● **Data extracts**
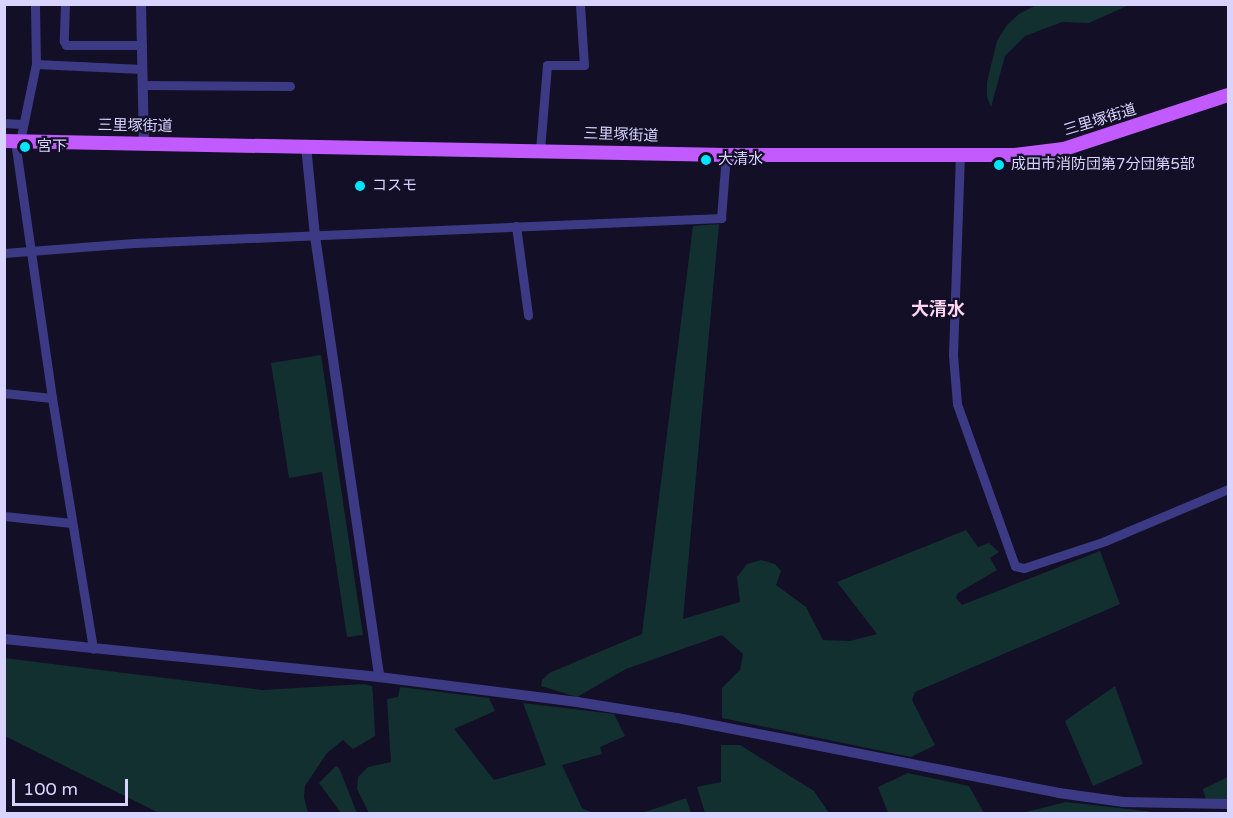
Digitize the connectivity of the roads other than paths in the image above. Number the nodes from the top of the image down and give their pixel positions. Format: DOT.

...

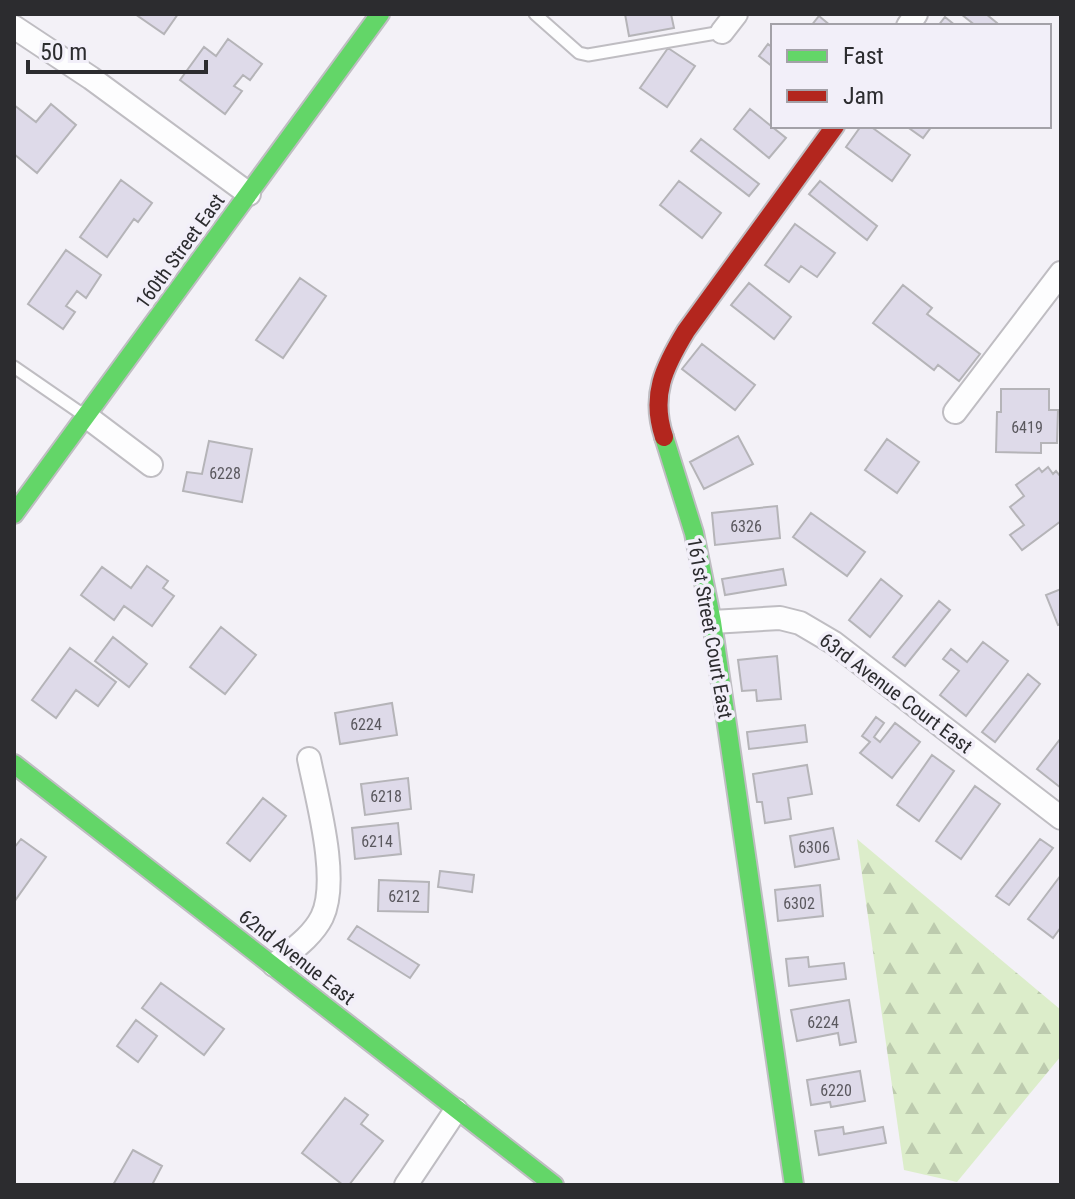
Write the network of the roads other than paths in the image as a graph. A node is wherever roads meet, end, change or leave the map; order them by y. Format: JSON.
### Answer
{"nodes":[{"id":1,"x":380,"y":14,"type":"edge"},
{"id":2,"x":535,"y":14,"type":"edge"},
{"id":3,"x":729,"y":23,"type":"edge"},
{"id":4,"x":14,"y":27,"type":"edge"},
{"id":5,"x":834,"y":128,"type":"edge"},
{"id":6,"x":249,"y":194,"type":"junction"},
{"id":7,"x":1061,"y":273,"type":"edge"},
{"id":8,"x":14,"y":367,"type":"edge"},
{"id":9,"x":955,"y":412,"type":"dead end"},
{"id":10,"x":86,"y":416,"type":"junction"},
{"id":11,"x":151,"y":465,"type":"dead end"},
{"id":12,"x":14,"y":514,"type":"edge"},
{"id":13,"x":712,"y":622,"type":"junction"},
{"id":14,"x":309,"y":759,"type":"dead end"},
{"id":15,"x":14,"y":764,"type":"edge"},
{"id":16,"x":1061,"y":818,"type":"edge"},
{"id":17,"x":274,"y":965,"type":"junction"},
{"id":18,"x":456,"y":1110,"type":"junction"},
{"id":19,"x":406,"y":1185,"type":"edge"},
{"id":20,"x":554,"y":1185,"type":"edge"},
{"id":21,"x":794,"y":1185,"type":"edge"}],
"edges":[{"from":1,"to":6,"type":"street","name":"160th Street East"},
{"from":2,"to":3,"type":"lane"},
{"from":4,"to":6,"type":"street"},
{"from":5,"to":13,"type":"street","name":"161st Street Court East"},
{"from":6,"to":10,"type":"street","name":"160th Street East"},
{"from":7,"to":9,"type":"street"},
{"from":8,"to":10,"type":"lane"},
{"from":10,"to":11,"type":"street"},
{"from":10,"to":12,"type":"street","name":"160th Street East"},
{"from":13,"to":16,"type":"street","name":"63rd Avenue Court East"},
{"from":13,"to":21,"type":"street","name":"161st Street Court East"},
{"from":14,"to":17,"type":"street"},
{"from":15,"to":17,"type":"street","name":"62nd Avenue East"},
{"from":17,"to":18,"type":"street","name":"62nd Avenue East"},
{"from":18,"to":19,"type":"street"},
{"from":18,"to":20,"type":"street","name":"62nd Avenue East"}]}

● **How to complete this task**
Collect every line above that contains the word "than".

● **Reply**
Digitize the connectivity of the roads other than paths in the image above. Number the nodes from the top of the image down and give their pixel positions. Format: DOT.
Write the network of the roads other than paths in the image as a graph. A node is wherever roads meet, end, change or leave the map; order them by y. Format: JSON.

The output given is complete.